Auch Brandenburg ist hochverschuldet und muss sparen. Das setzt den Wahlversprechen der Parteien enge Grenzen. Nach wie vor gilt das brandenburgische Kita-System bundesweit als das beste. Daran will die SPD auch in Zukunft nicht sparen. Im Gegenteil. Brandenburg soll zu einem der kinderfreundlichsten Länder überhaupt werden und das letzte Kita-Jahr will man beitragsfrei stellen. Die CDU plant keinen weiteren Kita-Ausbau. In der Wirtschaft will die CDU vor allem mehr Infrastruktur fördern. Besondere Förderung wird den kleinen und mittleren Betrieben versprochen. Die SPD wendet sich ab von der speziellen Förderung einzelner Unternehmen. Dafür soll eine branchenorientierte Wirtschaftspolitik neue Arbeitsplätze schaffen. Dazu gehören Medien, Tourismus, Energie und Luftfahrt. Auch die Sozialdemokraten wollen kleine Unternehmen besonders fördern.
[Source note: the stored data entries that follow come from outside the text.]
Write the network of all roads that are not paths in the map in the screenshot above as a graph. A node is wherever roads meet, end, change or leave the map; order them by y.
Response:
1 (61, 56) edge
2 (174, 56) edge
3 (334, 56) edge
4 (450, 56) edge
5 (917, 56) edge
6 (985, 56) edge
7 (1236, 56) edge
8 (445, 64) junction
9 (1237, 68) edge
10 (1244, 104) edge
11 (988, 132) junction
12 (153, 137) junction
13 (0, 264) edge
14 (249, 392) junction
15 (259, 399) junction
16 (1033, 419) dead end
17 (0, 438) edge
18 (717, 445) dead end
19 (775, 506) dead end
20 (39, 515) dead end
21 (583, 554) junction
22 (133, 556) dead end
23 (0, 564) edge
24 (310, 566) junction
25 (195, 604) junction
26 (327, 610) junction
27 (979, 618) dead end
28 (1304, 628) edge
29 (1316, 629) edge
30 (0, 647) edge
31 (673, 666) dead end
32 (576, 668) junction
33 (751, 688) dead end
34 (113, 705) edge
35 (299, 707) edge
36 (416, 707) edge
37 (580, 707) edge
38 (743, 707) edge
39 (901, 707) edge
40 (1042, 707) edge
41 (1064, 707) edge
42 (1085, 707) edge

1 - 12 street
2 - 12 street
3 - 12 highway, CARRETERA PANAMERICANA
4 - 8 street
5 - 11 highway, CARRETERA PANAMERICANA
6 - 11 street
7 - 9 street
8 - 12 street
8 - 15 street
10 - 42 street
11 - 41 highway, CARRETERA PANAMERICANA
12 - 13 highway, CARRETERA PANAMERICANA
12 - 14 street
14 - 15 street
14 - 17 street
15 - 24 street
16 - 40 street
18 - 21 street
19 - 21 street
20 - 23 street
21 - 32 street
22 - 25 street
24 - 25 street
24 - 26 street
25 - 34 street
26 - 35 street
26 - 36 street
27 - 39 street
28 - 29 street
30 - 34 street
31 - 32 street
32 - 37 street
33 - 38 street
Beide Koalitionspartner hatte in der zu Ende gehenden Legislaturperiode erhebliche Probleme mit einzelnen Ministern. Einige von ihnen auf SPD-Seite wollten gegen den Willen von Landeschef Platzeck erneut für den Landtag kandidieren. Dies konnte verhindert werden. Die CDU möchte am liebsten die Namen ihrer zurückgezogenen Minister gar nicht mehr erwähnt wissen. Vorerst steht die Europawahl im Mittelpunkt der Arbeit in den Parteizentralen - doch das eigentliche Interesse richtet sich auf den 19. September.